[Start of Attachment]

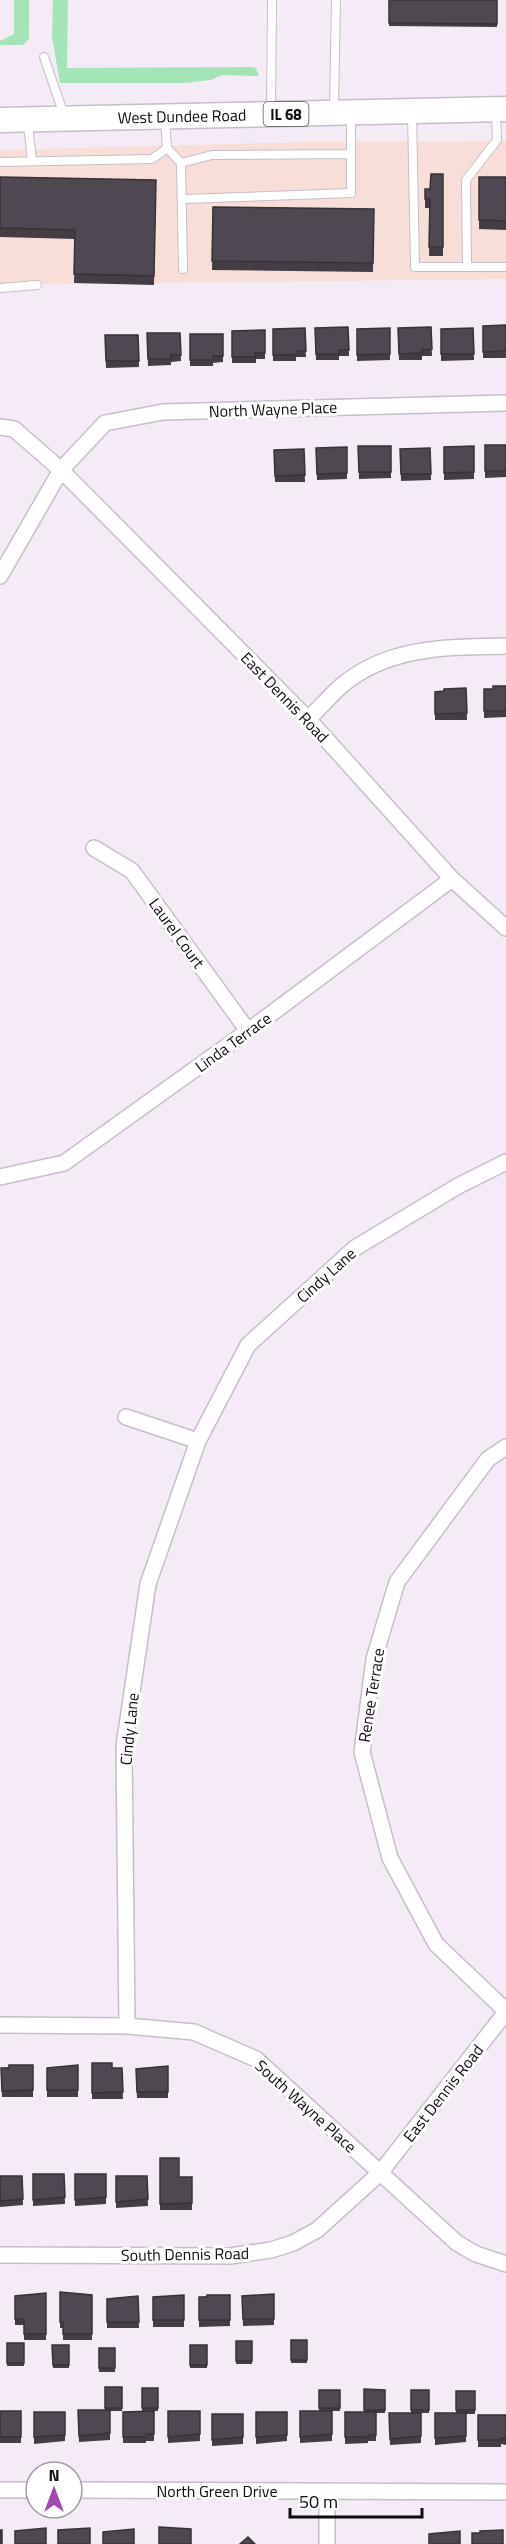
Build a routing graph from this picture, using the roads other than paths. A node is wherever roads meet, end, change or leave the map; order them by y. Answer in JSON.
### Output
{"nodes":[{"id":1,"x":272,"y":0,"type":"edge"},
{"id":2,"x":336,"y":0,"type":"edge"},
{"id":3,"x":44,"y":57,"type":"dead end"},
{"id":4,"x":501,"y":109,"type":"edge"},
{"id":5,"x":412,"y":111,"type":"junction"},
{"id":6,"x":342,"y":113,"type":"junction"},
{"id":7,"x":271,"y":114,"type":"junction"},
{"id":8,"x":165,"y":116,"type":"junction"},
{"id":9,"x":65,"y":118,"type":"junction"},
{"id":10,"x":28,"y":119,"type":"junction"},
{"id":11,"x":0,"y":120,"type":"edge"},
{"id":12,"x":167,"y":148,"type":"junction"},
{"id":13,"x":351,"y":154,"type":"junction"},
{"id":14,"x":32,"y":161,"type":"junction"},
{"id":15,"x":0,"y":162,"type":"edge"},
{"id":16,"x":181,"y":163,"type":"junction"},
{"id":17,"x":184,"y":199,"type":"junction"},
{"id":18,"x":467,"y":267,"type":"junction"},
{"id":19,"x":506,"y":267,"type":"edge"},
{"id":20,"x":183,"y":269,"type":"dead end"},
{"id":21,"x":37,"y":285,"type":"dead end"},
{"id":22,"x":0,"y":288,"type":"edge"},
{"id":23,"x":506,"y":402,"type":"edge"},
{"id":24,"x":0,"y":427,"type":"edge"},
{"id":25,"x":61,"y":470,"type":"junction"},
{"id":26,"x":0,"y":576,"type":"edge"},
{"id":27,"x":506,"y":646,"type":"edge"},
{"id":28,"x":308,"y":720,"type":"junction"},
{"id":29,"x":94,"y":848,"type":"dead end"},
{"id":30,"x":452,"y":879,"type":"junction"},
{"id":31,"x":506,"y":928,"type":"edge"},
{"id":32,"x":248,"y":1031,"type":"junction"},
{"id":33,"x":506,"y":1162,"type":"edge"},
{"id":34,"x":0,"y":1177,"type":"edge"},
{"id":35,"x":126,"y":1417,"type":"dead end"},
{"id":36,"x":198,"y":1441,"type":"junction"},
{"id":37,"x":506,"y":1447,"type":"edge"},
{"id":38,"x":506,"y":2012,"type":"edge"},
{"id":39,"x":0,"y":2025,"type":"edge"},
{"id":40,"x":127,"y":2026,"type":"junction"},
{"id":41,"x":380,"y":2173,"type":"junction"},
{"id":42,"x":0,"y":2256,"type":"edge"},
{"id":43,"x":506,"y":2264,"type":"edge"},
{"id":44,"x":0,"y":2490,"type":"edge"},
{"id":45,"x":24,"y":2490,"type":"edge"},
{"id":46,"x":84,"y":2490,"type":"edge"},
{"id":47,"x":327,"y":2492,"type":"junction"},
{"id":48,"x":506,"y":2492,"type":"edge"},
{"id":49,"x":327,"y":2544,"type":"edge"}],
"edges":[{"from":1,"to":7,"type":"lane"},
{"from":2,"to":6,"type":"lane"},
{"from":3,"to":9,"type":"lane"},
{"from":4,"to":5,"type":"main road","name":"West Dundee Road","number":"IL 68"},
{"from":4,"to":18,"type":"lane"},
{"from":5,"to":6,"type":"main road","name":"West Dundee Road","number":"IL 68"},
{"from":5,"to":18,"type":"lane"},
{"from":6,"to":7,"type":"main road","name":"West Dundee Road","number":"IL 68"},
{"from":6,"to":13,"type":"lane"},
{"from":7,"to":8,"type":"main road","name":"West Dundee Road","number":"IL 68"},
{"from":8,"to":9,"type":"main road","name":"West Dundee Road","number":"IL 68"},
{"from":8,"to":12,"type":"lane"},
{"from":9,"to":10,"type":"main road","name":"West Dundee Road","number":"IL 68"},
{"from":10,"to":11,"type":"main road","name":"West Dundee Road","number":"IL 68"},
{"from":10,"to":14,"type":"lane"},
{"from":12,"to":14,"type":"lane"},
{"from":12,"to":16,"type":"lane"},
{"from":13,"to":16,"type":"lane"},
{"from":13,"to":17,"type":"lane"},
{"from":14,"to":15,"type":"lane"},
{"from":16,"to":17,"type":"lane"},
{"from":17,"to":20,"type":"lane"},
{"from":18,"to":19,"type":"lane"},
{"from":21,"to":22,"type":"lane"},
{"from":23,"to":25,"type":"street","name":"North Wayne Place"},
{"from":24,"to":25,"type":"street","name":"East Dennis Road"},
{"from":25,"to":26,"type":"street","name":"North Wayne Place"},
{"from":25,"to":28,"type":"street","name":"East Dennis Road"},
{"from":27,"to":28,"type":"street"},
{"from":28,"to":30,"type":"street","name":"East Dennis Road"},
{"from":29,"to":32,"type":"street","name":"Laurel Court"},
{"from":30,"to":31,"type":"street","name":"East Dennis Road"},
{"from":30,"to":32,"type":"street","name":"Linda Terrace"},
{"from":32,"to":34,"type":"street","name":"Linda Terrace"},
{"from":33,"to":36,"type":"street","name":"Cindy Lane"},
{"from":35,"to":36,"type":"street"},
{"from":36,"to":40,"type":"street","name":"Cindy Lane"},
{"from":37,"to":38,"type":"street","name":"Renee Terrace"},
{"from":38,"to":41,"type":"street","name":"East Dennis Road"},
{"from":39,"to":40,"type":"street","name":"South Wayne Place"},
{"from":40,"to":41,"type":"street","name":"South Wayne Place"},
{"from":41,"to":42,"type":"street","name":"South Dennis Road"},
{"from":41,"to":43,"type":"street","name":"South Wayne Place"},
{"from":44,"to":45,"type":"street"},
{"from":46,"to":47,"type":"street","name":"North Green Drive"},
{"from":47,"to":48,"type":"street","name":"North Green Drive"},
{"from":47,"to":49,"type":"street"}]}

[End of Attachment]
[Start of Attachment]

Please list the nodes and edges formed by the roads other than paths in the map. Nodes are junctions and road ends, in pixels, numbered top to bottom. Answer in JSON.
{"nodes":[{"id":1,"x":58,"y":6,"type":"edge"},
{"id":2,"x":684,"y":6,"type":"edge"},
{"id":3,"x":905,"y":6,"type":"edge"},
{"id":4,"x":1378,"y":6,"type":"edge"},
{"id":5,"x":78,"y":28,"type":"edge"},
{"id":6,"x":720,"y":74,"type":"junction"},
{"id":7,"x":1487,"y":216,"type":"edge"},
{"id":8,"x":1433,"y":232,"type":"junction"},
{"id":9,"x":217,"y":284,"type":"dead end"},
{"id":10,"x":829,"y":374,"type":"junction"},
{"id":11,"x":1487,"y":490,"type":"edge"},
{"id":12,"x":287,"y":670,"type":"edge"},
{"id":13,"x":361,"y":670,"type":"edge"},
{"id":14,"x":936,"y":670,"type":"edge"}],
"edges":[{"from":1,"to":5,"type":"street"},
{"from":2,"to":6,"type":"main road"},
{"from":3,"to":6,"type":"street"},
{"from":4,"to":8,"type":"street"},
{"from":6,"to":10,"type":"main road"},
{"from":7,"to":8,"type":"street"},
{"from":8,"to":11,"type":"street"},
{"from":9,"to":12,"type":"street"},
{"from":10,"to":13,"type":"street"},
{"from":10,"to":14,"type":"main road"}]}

[End of Attachment]

▶ _Task instructions_
Where a line in the records above contains the string "main", return that line.

▶ _Output below_
{"from":4,"to":5,"type":"main road","name":"West Dundee Road","number":"IL 68"},
{"from":5,"to":6,"type":"main road","name":"West Dundee Road","number":"IL 68"},
{"from":6,"to":7,"type":"main road","name":"West Dundee Road","number":"IL 68"},
{"from":7,"to":8,"type":"main road","name":"West Dundee Road","number":"IL 68"},
{"from":8,"to":9,"type":"main road","name":"West Dundee Road","number":"IL 68"},
{"from":9,"to":10,"type":"main road","name":"West Dundee Road","number":"IL 68"},
{"from":10,"to":11,"type":"main road","name":"West Dundee Road","number":"IL 68"},
{"from":2,"to":6,"type":"main road"},
{"from":6,"to":10,"type":"main road"},
{"from":10,"to":14,"type":"main road"}]}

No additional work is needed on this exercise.